И я решил на время бросить эту затею.

Внутренне я уверился в том, что в нужной степени для моих скромных целей освоил писательское ремесло. Я был готов к бою.

Меня целиком поглотила другая старая страсть.

Она нахлынула на меня как яростный поток, и я уже не смог выбраться на берег.

Человек ненасытен. Чем больше я работал, тем больше строил планы на будущее. Связался с Институтом Африки, чтобы одновременно работать и там. Восстановил связи с Союзом московских художников. Задумал написать учёный труд на тему о…

И вдруг свернул всю работу, кроме одной. Денежный ручеёк до предела иссяк, преграждённый моей собственной рукой. Беззаботная радость труда и вычурное порхание по языкам и наукам оборвались ровно наполовину.

Гражданский долг властно напомнил о себе: слово, тысячу раз данное славным мёртвым! То, ради чего единственно стоило жить.

Шёлковая нить!

Я опять крепко взял её в руки!

Мне скоро семьдесят. Я не смею умереть, не дав свидетельское показание советскому народу.

У меня нет права распоряжаться собой!

Отныне всё будет подчинено только одной задаче: описать всё, что я видел в сталинских лагерях. Время идёт, страшное время бесстыдной фабрикации мифов: я пережил миф о Муссолини и Гитлере, пережил сотворённый Сталиным миф о нем и становлюсь свидетелем медленного, осторожного, но упорного восстановления его культа: после реабилитации миллионов жертв советская история как будто вознамерилась реабилитировать и палача. Рецензии и книги, живопись и научная работа — всё это теперь измена мёртвым: надо описать всё, что было, чтобы фальсификаторы не сумели исказить прошлое после того, как все живые свидетели умрут.

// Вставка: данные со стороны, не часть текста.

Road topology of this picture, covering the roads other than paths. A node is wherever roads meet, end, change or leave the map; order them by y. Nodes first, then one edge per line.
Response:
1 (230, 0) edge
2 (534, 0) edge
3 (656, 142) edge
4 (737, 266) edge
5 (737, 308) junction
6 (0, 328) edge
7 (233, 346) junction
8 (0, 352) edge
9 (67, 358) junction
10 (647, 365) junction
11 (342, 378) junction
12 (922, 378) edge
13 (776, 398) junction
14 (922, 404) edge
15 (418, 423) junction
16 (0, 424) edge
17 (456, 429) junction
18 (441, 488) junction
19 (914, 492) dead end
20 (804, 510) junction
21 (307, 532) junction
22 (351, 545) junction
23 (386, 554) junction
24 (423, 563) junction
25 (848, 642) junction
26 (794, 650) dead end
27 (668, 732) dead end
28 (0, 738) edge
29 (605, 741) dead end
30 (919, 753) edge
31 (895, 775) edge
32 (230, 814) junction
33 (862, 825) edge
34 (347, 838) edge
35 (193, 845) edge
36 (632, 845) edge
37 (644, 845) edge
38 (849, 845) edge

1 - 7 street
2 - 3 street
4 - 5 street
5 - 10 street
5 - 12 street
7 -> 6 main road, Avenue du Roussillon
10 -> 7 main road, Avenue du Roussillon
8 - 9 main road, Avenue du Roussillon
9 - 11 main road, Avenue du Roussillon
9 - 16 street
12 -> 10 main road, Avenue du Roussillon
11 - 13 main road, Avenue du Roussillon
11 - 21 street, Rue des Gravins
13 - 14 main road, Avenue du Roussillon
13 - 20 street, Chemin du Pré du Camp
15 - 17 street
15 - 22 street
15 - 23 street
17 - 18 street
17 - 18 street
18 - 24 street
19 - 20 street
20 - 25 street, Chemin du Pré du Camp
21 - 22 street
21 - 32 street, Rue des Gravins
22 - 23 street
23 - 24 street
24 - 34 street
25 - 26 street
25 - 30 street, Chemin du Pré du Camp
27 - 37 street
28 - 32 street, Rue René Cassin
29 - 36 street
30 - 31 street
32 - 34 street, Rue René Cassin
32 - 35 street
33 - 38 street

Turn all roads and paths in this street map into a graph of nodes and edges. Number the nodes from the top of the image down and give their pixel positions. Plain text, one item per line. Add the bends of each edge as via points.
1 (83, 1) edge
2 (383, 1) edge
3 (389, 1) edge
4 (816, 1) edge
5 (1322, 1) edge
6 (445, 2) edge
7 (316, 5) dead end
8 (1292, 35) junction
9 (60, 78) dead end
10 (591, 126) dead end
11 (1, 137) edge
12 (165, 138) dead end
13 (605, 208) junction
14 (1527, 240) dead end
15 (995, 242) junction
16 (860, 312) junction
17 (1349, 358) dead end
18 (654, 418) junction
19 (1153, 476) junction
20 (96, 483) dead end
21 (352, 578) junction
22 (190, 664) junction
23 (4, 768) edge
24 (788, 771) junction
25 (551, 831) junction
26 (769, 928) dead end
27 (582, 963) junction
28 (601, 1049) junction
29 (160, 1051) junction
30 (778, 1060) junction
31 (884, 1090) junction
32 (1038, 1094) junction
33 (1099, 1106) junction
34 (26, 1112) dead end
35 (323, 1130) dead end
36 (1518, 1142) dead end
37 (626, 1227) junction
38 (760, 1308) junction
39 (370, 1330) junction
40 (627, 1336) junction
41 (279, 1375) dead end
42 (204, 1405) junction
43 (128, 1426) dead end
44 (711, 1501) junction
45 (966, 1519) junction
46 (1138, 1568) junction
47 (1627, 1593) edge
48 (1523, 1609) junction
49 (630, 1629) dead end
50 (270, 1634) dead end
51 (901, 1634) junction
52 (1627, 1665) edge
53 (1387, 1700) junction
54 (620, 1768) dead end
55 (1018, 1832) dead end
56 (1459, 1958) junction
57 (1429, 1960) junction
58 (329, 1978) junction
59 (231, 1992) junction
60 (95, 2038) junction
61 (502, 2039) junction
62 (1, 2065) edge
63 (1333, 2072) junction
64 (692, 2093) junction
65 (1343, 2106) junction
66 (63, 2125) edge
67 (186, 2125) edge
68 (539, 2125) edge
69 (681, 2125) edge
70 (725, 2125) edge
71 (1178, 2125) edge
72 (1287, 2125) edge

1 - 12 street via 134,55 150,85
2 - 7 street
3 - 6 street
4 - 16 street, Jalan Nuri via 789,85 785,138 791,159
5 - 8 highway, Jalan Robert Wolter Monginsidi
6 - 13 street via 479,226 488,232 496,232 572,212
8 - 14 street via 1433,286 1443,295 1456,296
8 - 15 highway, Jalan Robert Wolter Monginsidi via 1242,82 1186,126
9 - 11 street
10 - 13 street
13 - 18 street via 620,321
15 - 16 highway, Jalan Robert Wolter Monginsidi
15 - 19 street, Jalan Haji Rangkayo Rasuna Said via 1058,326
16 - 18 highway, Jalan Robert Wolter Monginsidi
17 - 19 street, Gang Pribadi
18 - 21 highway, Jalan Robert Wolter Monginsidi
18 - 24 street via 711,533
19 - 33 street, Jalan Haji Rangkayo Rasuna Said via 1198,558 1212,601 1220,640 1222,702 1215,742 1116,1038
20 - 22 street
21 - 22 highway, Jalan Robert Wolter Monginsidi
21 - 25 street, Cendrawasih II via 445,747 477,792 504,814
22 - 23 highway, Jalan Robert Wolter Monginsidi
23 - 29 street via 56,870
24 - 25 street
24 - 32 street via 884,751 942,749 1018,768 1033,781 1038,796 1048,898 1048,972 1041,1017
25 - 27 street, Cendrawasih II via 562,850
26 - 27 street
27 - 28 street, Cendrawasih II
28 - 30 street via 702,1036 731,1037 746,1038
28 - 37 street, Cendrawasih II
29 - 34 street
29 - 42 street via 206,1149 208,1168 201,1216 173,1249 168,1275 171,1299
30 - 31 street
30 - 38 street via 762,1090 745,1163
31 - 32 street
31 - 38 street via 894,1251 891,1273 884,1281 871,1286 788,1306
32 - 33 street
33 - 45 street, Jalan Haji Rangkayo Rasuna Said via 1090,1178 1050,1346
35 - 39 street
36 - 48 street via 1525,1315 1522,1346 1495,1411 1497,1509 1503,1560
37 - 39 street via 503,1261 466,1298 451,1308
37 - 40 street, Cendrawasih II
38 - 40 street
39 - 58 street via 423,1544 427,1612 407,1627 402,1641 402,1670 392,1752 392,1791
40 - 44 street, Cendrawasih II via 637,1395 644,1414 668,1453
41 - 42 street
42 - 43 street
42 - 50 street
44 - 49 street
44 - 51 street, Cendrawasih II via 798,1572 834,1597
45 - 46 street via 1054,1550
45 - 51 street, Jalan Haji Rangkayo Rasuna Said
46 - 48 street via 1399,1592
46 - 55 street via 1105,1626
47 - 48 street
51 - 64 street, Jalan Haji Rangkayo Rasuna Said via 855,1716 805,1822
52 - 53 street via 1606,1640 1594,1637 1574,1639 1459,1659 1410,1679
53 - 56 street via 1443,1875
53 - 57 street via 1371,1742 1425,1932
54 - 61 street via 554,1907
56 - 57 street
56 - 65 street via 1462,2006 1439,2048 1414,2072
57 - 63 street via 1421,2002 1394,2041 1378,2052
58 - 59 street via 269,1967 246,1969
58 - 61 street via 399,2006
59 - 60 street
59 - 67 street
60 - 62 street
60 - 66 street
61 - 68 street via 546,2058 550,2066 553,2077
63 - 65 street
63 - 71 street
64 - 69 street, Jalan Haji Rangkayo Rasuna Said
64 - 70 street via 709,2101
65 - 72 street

Я — носитель доверенных мне ценностей, воспоминаний. Надо оказаться достойным своей судьбы.

Мне скоро семьдесят? Так скорее за дело! За перо!!

И я принялся писать двенадцать объёмистых книг своих воспоминаний. Задумал огромный труд. Я плохо вижу. Болен. Стар. Справлюсь ли? Успею ли?

Должен справиться!

Должен успеть!

Объём и тематический план работы были подсказаны объективными обстоятельствами: первая книга — следствие, суд и этап на Север, вторая книга — Север, третья книга — счастливый этап на Большую Землю, четвёртая — Мариинский распред и Маротделение Сиблага, пятая книга — Ма-ротделение и приезд туда Марии, а заодно и всё о ней, шестая книга — Сусловское отделение, седьмая книга — дети и подростки в Сиблаге, восьмая — спецобъект и этап в Тайшет, девятая — Озерлаг в Тайшете и Камышлаг в Омске, десятая книга — общий связный рассказ от первых до последних лет заключения, своего рода подведение итогов, одиннадцатая книга — возвращение в обычную гражданскую жизнь и хрущёвщина как наследие сталинизма, и последняя двенадцатая книга — заключение и комментарии. Каждая книга — многоплановый очерк: во всех главным героем должен быть Советский Человек в сталинском загоне. Но хронология подсказывает и дополнительные темы — моральное единоборство со сталинским следователем, адаптация к заключению нового лагерника, отношение к войне, смена условий быта и существования, судьба родственников, дети в лагере, стойкость человека, сравнение каторги старой и советской и пр. Все эти планы связываются воедино двойной сюжетной конструкцией — во всех книгах передвижением рассказчика из лагеря в лагерь и его внутренним ростом, в каждой отдельной книге — взаимоотношениями описываемых лиц. Каждая книга — законченное произведение, действие и участие в нём отдельных лиц, за редкими исключениями, не переходят из книги в книгу. Автор должен показываться лишь как лагерник, а не как личность, и по возможности должен играть второстепенную связывающую роль, на манер гоголевского Чичикова в «Мёртвых душах»: его дело сидеть в бричке и двигаться вперёд, а дело автора разворачивать картины окружающего — среду, порождающую мёртвые души.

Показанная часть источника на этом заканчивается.